Challenges in IBD Research: Precision Medicine
Precision medicine is part of five focus areas of the Challenges in IBD research document, which also includes preclinical human IBD mechanisms, environmental triggers, novel technologies, and pragmatic clinical research. The Challenges in IBD Research document provides a comprehensive overview of current gaps in inflammatory bowel diseases (IBD) research and delivers actionable approaches to address them. It is the result of a multidisciplinary input from scientists, clinicians, patients, and funders, and represents a valuable resource for patient centric research prioritization.

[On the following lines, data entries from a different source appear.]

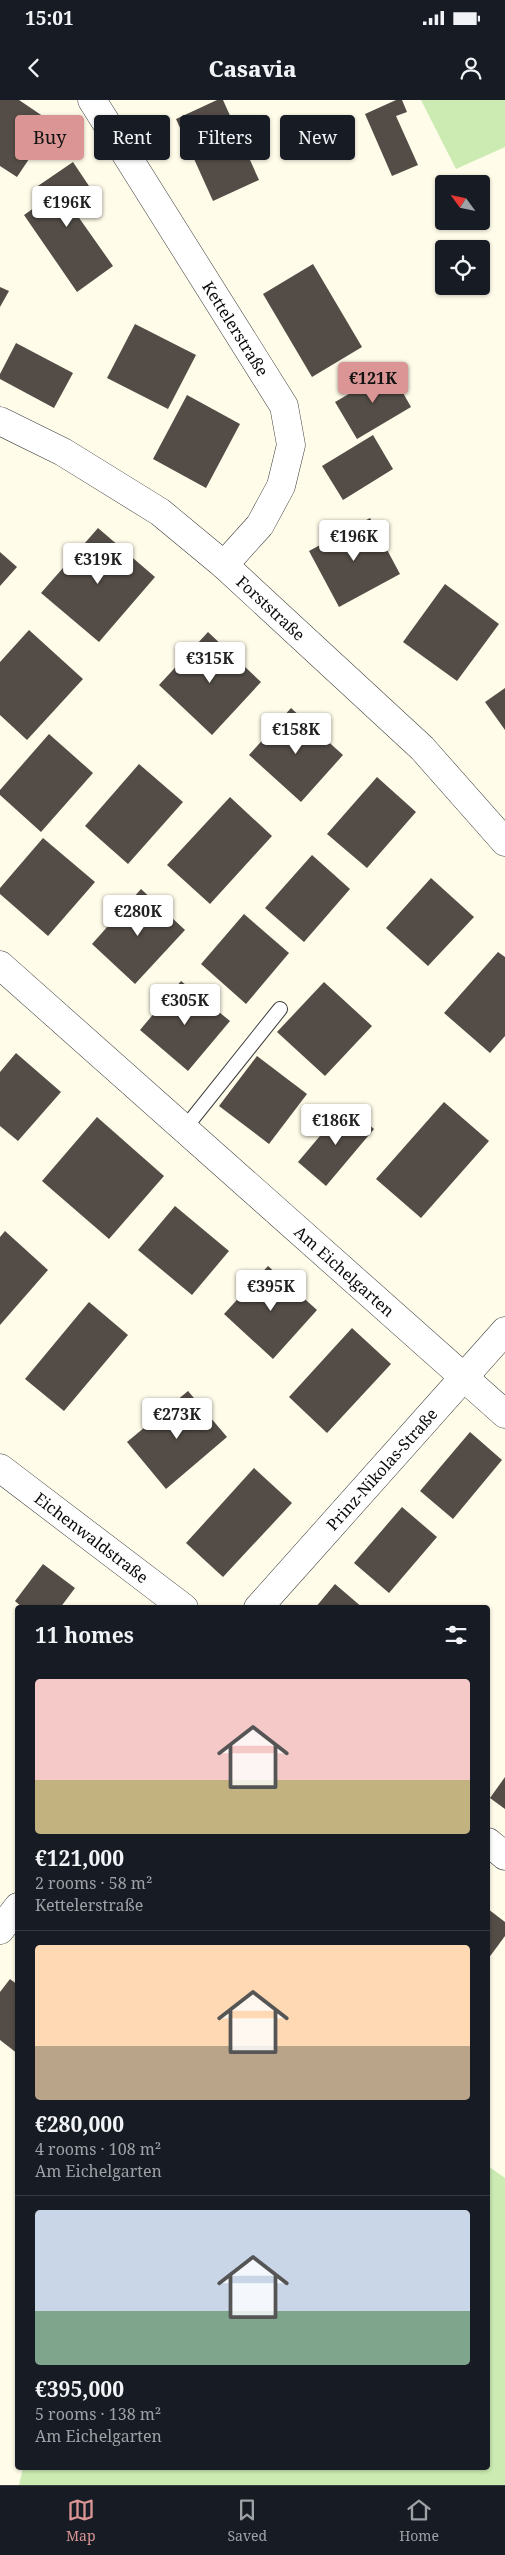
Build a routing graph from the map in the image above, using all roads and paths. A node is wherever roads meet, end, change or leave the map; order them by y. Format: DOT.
graph roads {
  1 [pos="92,100"];
  2 [pos="0,421"];
  3 [pos="224,565"];
  4 [pos="505,842"];
  5 [pos="0,965"];
  6 [pos="280,1009"];
  7 [pos="185,1128"];
  8 [pos="505,1331"];
  9 [pos="465,1377"];
  10 [pos="505,1414"];
  11 [pos="0,1468"];
  12 [pos="180,1605"];
  13 [pos="261,1605"];
  14 [pos="490,1844"];
  15 [pos="505,1856"];
  16 [pos="15,1911"];
  17 [pos="0,1930"];
  1 -- 3 [label="street, Kettelerstraße"];
  2 -- 3 [label="street, Forststraße"];
  3 -- 4 [label="street, Forststraße"];
  5 -- 7 [label="street, Am Eichelgarten"];
  6 -- 7 [label="lane"];
  7 -- 9 [label="street, Am Eichelgarten"];
  8 -- 9 [label="street, Prinz-Nikolas-Straße"];
  9 -- 10 [label="street, Am Eichelgarten"];
  9 -- 13 [label="street, Prinz-Nikolas-Straße"];
  11 -- 12 [label="street, Eichenwaldstraße"];
  14 -- 15 [label="street"];
  16 -- 17 [label="street"];
}
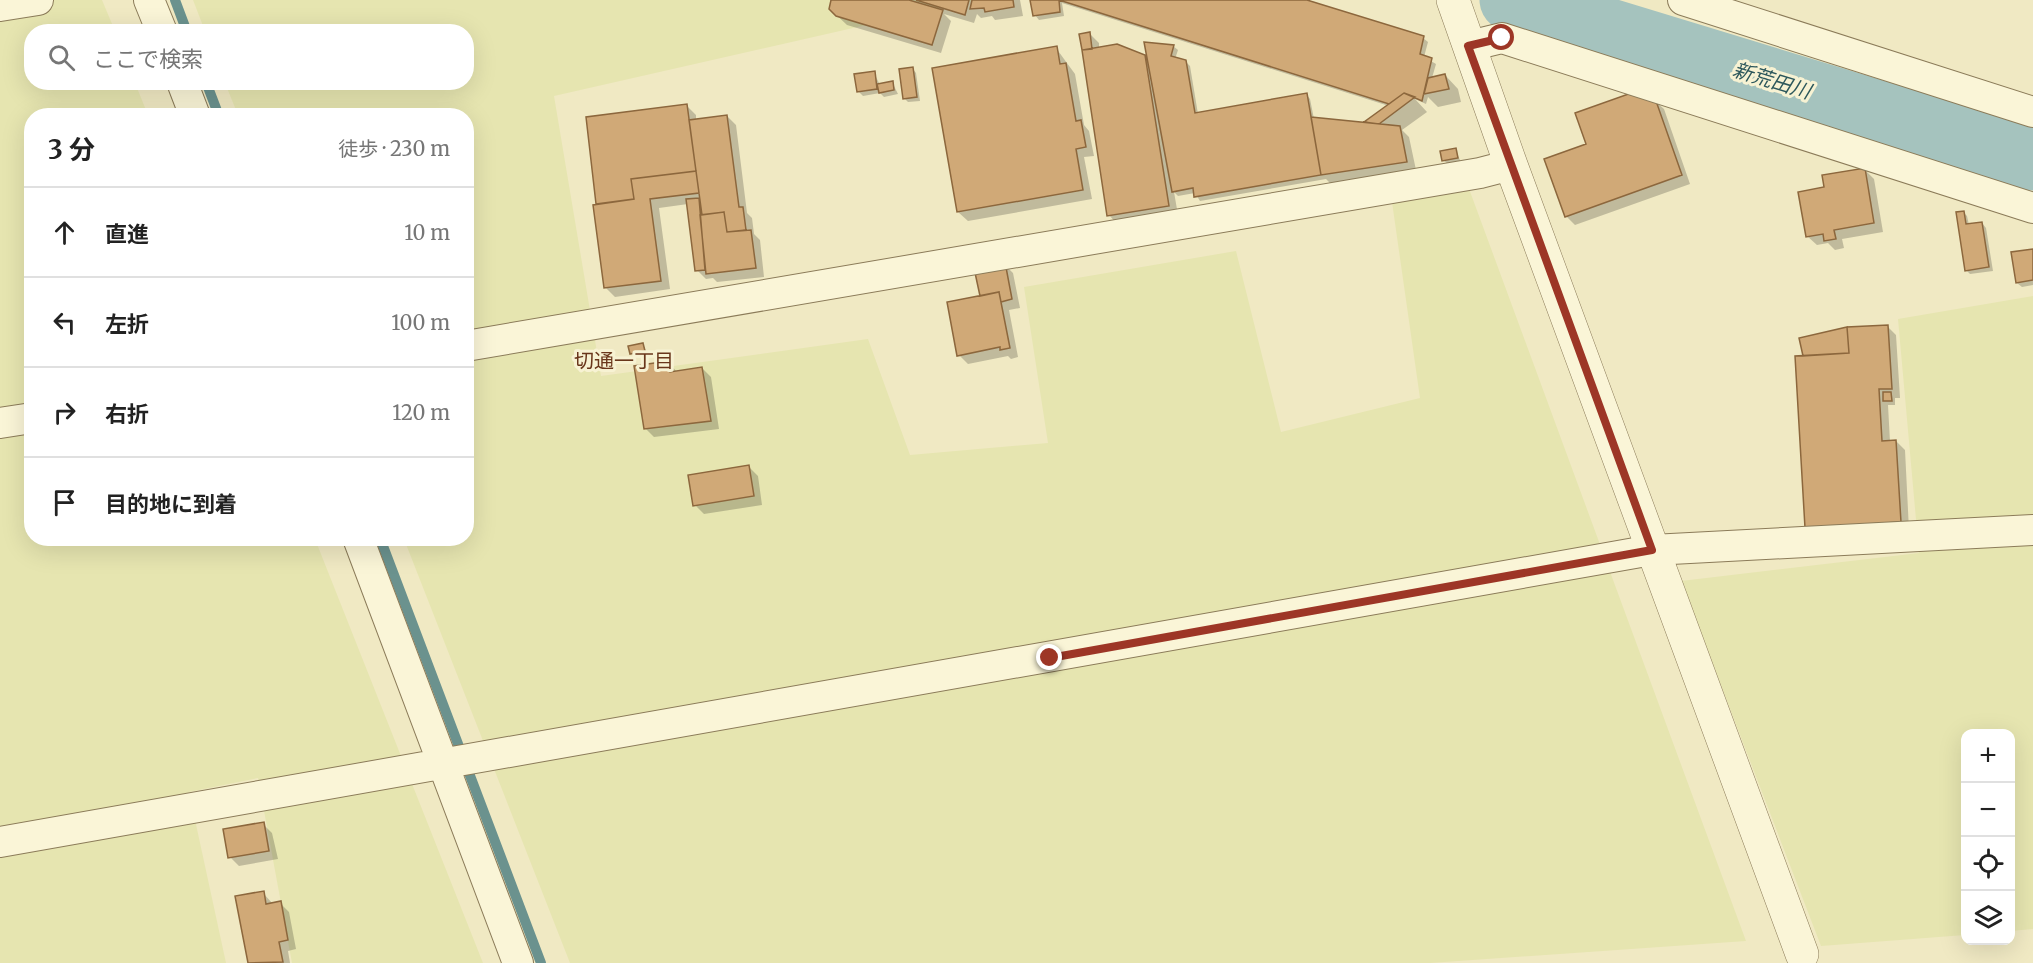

In particular, the precision medicine section is focused on highlighting the main gap areas that must be addressed to get closer to treatments tailored to the biological and clinical characteristics of each patient, which is the aim of precision medicine. The main gaps were identified in: 1) understanding and predicting the natural history of IBD: disease susceptibility, activity, and behavior; 2) predicting disease course and treatment response; and 3) optimizing current and developing new molecular technologies. Suggested approaches to bridge these gaps include prospective longitudinal cohort studies to identify and validate precision biomarkers for prognostication of disease course, and prediction and monitoring of treatment response. To achieve this, harmonization across studies is key as well as development of standardized methods and infrastructure. The implementation of state-of-the-art molecular technologies, systems biology and machine learning approaches for multi-omics and clinical data integration and analysis will be also fundamental. Finally, randomized biomarker-stratified trials will be critical to evaluate the clinical utility of validated signatures and biomarkers in improving patient outcomes and cost-effective care.